Exercise inputs:
┌──
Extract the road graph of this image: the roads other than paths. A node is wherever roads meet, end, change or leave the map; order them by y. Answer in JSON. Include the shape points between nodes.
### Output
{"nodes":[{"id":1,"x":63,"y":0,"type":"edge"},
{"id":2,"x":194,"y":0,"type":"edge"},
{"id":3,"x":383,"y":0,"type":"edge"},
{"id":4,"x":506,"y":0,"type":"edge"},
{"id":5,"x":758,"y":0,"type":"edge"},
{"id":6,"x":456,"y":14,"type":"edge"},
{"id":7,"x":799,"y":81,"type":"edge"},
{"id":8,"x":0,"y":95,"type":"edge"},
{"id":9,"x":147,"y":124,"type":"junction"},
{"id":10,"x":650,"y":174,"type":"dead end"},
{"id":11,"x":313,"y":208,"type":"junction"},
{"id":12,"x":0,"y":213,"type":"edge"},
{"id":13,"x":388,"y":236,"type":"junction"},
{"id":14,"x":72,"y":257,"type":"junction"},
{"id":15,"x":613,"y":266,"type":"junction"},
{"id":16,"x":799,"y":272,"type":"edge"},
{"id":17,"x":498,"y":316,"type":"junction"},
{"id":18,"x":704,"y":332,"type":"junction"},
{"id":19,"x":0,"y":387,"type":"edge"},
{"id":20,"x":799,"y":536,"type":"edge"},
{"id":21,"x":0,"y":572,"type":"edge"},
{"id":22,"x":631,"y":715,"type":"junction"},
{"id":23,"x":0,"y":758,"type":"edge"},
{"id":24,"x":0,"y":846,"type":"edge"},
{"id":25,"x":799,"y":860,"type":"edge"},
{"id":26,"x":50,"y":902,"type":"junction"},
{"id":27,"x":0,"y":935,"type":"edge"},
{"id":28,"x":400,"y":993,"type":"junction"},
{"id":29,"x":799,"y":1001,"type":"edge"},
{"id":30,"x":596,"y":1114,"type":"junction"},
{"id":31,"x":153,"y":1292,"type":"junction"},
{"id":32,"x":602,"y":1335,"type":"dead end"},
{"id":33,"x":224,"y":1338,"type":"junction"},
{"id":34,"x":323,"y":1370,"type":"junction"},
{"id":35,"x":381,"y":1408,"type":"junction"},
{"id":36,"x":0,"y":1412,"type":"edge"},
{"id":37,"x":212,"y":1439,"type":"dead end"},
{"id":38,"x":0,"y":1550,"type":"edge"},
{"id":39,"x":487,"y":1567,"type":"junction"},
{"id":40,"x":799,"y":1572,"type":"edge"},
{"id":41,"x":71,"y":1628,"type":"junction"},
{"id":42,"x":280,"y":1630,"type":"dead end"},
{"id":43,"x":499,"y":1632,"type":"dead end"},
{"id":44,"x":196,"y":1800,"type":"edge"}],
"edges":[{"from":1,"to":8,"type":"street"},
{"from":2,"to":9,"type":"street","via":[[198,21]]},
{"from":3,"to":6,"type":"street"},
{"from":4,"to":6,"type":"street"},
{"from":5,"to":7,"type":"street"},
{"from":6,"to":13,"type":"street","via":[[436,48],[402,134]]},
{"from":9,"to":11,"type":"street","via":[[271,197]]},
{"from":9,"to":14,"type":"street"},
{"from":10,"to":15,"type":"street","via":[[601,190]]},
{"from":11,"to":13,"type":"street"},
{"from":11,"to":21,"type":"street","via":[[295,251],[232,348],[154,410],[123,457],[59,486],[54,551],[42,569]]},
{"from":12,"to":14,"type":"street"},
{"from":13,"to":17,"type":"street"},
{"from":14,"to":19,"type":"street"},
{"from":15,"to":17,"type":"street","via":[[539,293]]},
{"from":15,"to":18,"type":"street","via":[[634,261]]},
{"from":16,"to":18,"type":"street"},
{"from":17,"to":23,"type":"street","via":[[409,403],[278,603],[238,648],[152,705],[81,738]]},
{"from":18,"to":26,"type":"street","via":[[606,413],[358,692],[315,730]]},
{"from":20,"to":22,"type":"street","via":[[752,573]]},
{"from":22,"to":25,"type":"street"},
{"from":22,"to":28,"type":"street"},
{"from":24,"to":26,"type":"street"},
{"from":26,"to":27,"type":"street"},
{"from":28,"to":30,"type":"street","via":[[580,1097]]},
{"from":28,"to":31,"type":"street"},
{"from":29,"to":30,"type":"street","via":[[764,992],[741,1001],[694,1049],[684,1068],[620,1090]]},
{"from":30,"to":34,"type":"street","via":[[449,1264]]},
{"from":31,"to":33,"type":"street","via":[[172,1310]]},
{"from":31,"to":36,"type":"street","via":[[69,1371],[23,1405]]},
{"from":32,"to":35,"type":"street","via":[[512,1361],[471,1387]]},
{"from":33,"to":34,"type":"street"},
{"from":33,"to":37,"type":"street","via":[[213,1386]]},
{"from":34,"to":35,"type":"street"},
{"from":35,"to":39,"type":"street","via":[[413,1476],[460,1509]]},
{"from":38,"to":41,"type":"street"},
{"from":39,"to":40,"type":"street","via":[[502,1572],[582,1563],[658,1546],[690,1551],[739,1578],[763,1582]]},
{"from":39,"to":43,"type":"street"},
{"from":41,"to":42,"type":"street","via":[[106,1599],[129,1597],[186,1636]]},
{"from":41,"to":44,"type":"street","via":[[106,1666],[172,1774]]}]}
└──
Task statement: For each line in the data, set it down again exactly.

Answer to this task:
Extract the road graph of this image: the roads other than paths. A node is wherever roads meet, end, change or leave the map; order them by y. Answer in JSON. Include the shape points between nodes.
### Output
{"nodes":[{"id":1,"x":63,"y":0,"type":"edge"},
{"id":2,"x":194,"y":0,"type":"edge"},
{"id":3,"x":383,"y":0,"type":"edge"},
{"id":4,"x":506,"y":0,"type":"edge"},
{"id":5,"x":758,"y":0,"type":"edge"},
{"id":6,"x":456,"y":14,"type":"edge"},
{"id":7,"x":799,"y":81,"type":"edge"},
{"id":8,"x":0,"y":95,"type":"edge"},
{"id":9,"x":147,"y":124,"type":"junction"},
{"id":10,"x":650,"y":174,"type":"dead end"},
{"id":11,"x":313,"y":208,"type":"junction"},
{"id":12,"x":0,"y":213,"type":"edge"},
{"id":13,"x":388,"y":236,"type":"junction"},
{"id":14,"x":72,"y":257,"type":"junction"},
{"id":15,"x":613,"y":266,"type":"junction"},
{"id":16,"x":799,"y":272,"type":"edge"},
{"id":17,"x":498,"y":316,"type":"junction"},
{"id":18,"x":704,"y":332,"type":"junction"},
{"id":19,"x":0,"y":387,"type":"edge"},
{"id":20,"x":799,"y":536,"type":"edge"},
{"id":21,"x":0,"y":572,"type":"edge"},
{"id":22,"x":631,"y":715,"type":"junction"},
{"id":23,"x":0,"y":758,"type":"edge"},
{"id":24,"x":0,"y":846,"type":"edge"},
{"id":25,"x":799,"y":860,"type":"edge"},
{"id":26,"x":50,"y":902,"type":"junction"},
{"id":27,"x":0,"y":935,"type":"edge"},
{"id":28,"x":400,"y":993,"type":"junction"},
{"id":29,"x":799,"y":1001,"type":"edge"},
{"id":30,"x":596,"y":1114,"type":"junction"},
{"id":31,"x":153,"y":1292,"type":"junction"},
{"id":32,"x":602,"y":1335,"type":"dead end"},
{"id":33,"x":224,"y":1338,"type":"junction"},
{"id":34,"x":323,"y":1370,"type":"junction"},
{"id":35,"x":381,"y":1408,"type":"junction"},
{"id":36,"x":0,"y":1412,"type":"edge"},
{"id":37,"x":212,"y":1439,"type":"dead end"},
{"id":38,"x":0,"y":1550,"type":"edge"},
{"id":39,"x":487,"y":1567,"type":"junction"},
{"id":40,"x":799,"y":1572,"type":"edge"},
{"id":41,"x":71,"y":1628,"type":"junction"},
{"id":42,"x":280,"y":1630,"type":"dead end"},
{"id":43,"x":499,"y":1632,"type":"dead end"},
{"id":44,"x":196,"y":1800,"type":"edge"}],
"edges":[{"from":1,"to":8,"type":"street"},
{"from":2,"to":9,"type":"street","via":[[198,21]]},
{"from":3,"to":6,"type":"street"},
{"from":4,"to":6,"type":"street"},
{"from":5,"to":7,"type":"street"},
{"from":6,"to":13,"type":"street","via":[[436,48],[402,134]]},
{"from":9,"to":11,"type":"street","via":[[271,197]]},
{"from":9,"to":14,"type":"street"},
{"from":10,"to":15,"type":"street","via":[[601,190]]},
{"from":11,"to":13,"type":"street"},
{"from":11,"to":21,"type":"street","via":[[295,251],[232,348],[154,410],[123,457],[59,486],[54,551],[42,569]]},
{"from":12,"to":14,"type":"street"},
{"from":13,"to":17,"type":"street"},
{"from":14,"to":19,"type":"street"},
{"from":15,"to":17,"type":"street","via":[[539,293]]},
{"from":15,"to":18,"type":"street","via":[[634,261]]},
{"from":16,"to":18,"type":"street"},
{"from":17,"to":23,"type":"street","via":[[409,403],[278,603],[238,648],[152,705],[81,738]]},
{"from":18,"to":26,"type":"street","via":[[606,413],[358,692],[315,730]]},
{"from":20,"to":22,"type":"street","via":[[752,573]]},
{"from":22,"to":25,"type":"street"},
{"from":22,"to":28,"type":"street"},
{"from":24,"to":26,"type":"street"},
{"from":26,"to":27,"type":"street"},
{"from":28,"to":30,"type":"street","via":[[580,1097]]},
{"from":28,"to":31,"type":"street"},
{"from":29,"to":30,"type":"street","via":[[764,992],[741,1001],[694,1049],[684,1068],[620,1090]]},
{"from":30,"to":34,"type":"street","via":[[449,1264]]},
{"from":31,"to":33,"type":"street","via":[[172,1310]]},
{"from":31,"to":36,"type":"street","via":[[69,1371],[23,1405]]},
{"from":32,"to":35,"type":"street","via":[[512,1361],[471,1387]]},
{"from":33,"to":34,"type":"street"},
{"from":33,"to":37,"type":"street","via":[[213,1386]]},
{"from":34,"to":35,"type":"street"},
{"from":35,"to":39,"type":"street","via":[[413,1476],[460,1509]]},
{"from":38,"to":41,"type":"street"},
{"from":39,"to":40,"type":"street","via":[[502,1572],[582,1563],[658,1546],[690,1551],[739,1578],[763,1582]]},
{"from":39,"to":43,"type":"street"},
{"from":41,"to":42,"type":"street","via":[[106,1599],[129,1597],[186,1636]]},
{"from":41,"to":44,"type":"street","via":[[106,1666],[172,1774]]}]}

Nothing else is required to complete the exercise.